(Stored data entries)
════════

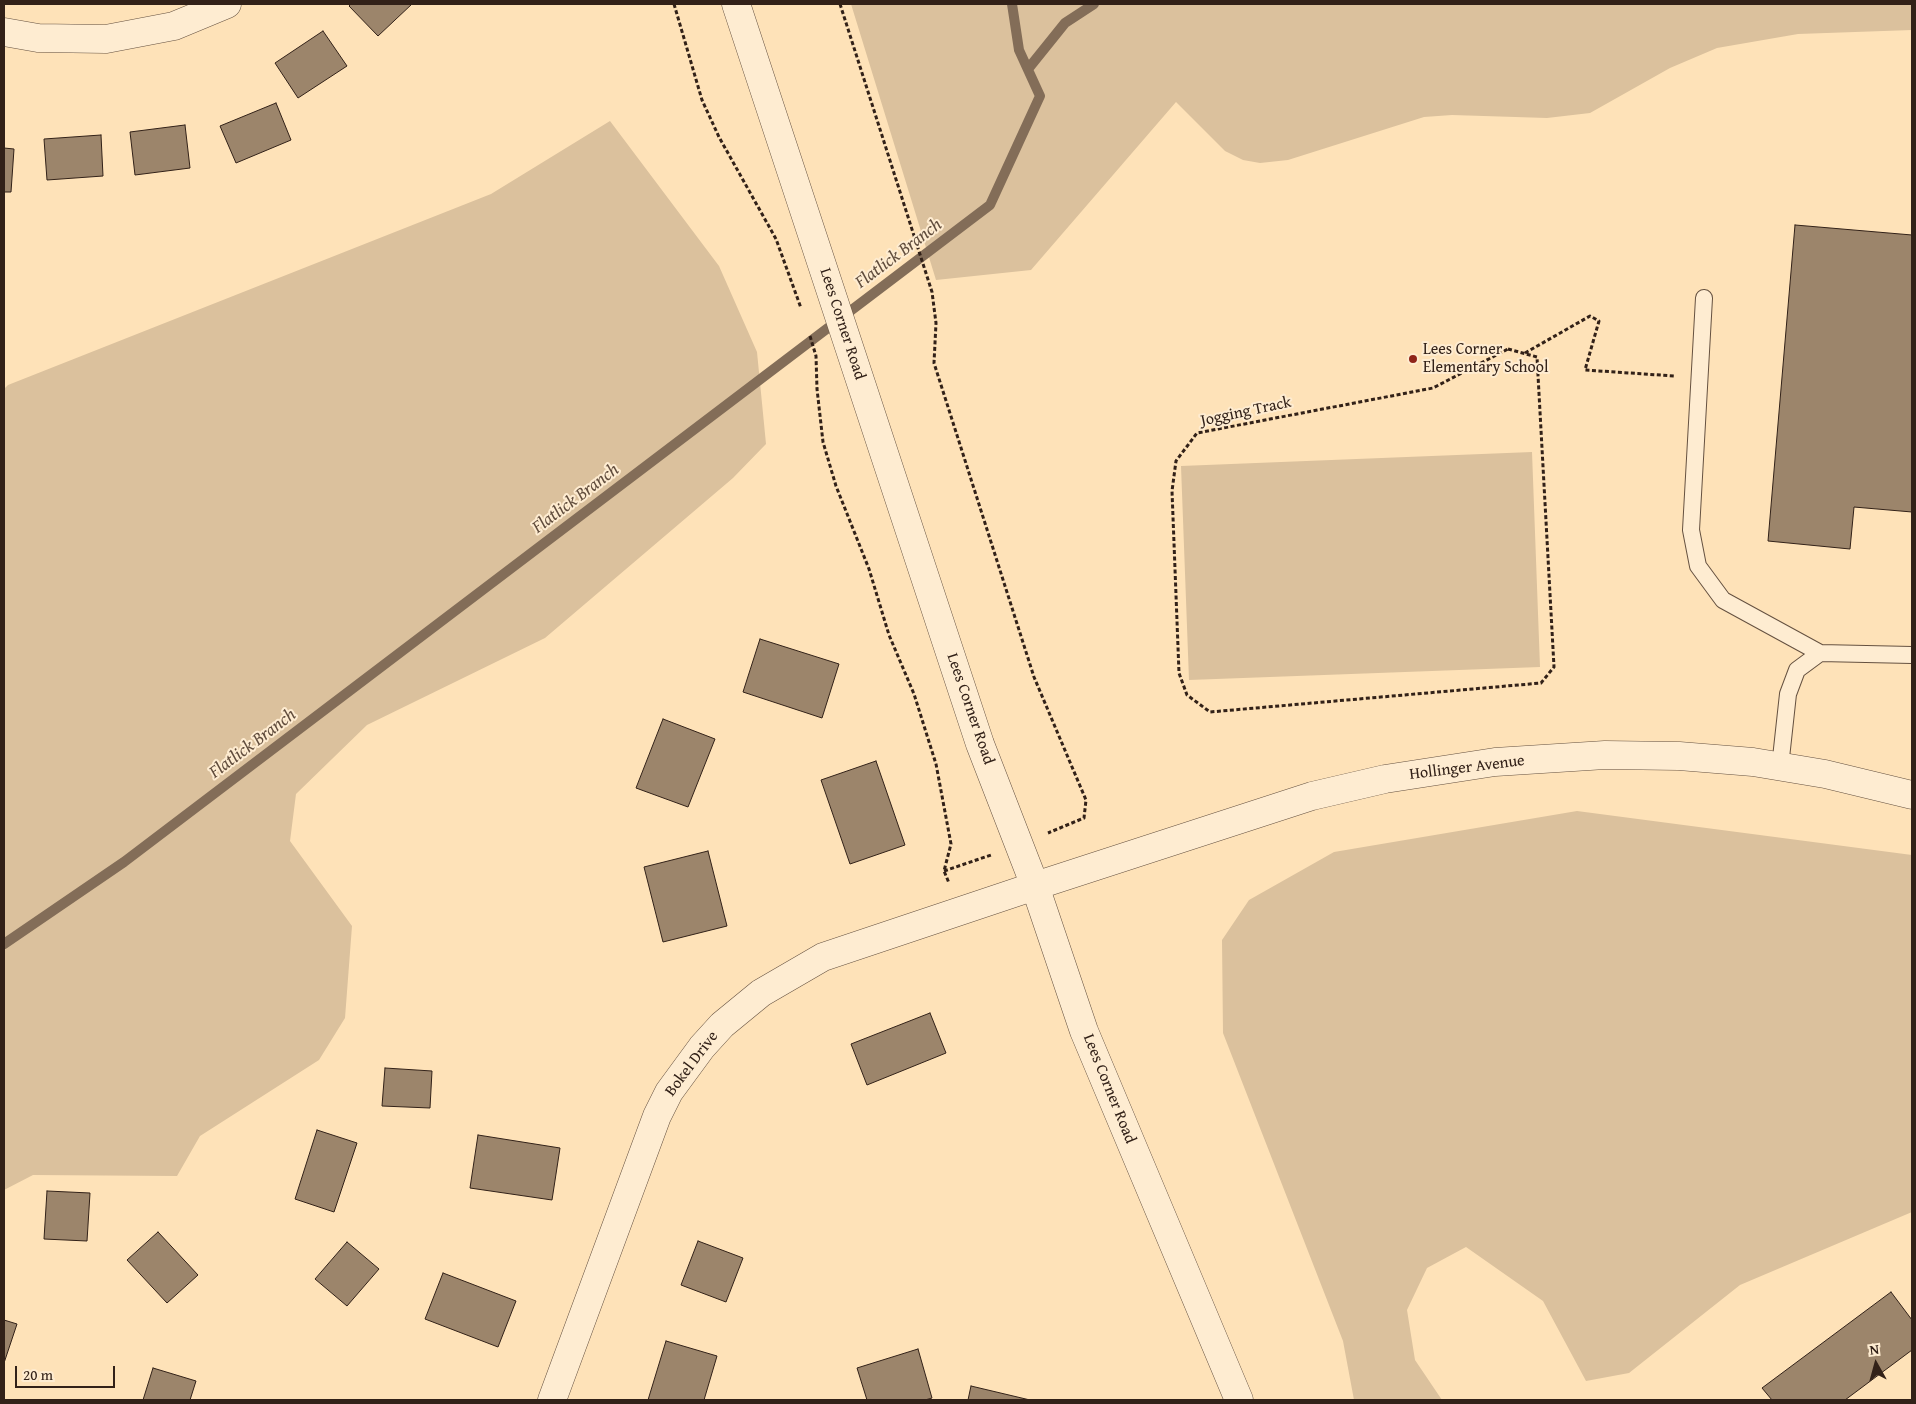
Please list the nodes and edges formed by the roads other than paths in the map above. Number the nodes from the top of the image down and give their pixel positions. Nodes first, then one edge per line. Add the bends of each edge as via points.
1 (227, 4) edge
2 (736, 4) edge
3 (4, 32) edge
4 (1704, 298) dead end
5 (1820, 653) junction
6 (1912, 655) edge
7 (1780, 767) junction
8 (1912, 795) edge
9 (1035, 886) junction
10 (552, 1400) edge
11 (1239, 1400) edge

1 - 3 street via 174,26 106,40 38,38
2 - 9 street, Lees Corner Road via 980,744
4 - 5 lane via 1691,530 1698,566 1723,600
5 - 6 lane
5 - 7 lane via 1797,670 1788,694
7 - 8 street, Hollinger Avenue
7 - 9 street, Hollinger Avenue via 1679,756 1605,755 1495,762 1394,777 1312,796
9 - 10 street, Bokel Drive via 823,957 762,993 722,1025 669,1092 657,1116
9 - 11 street, Lees Corner Road via 1084,1032

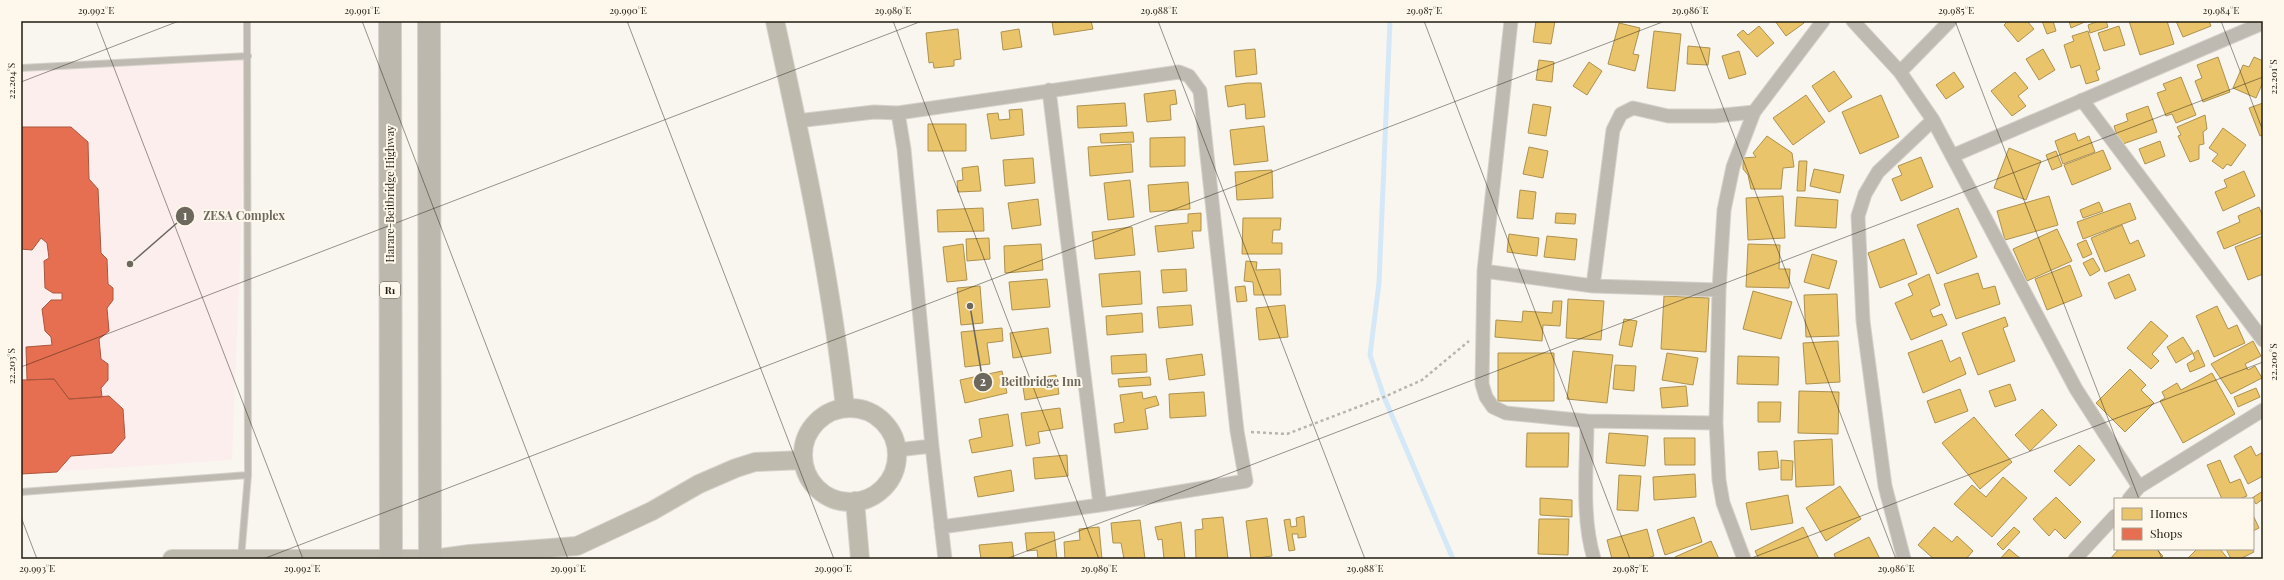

════════

__TASK TO CARRY OUT__
Set every entry down again word for word, but not the pictures.

__SOLUTION FOR THIS EXERCISE__
Please list the nodes and edges formed by the roads other than paths in the map above. Number the nodes from the top of the image down and give their pixel positions. Nodes first, then one edge per line. Add the bends of each edge as via points.
1 (227, 4) edge
2 (736, 4) edge
3 (4, 32) edge
4 (1704, 298) dead end
5 (1820, 653) junction
6 (1912, 655) edge
7 (1780, 767) junction
8 (1912, 795) edge
9 (1035, 886) junction
10 (552, 1400) edge
11 (1239, 1400) edge

1 - 3 street via 174,26 106,40 38,38
2 - 9 street, Lees Corner Road via 980,744
4 - 5 lane via 1691,530 1698,566 1723,600
5 - 6 lane
5 - 7 lane via 1797,670 1788,694
7 - 8 street, Hollinger Avenue
7 - 9 street, Hollinger Avenue via 1679,756 1605,755 1495,762 1394,777 1312,796
9 - 10 street, Bokel Drive via 823,957 762,993 722,1025 669,1092 657,1116
9 - 11 street, Lees Corner Road via 1084,1032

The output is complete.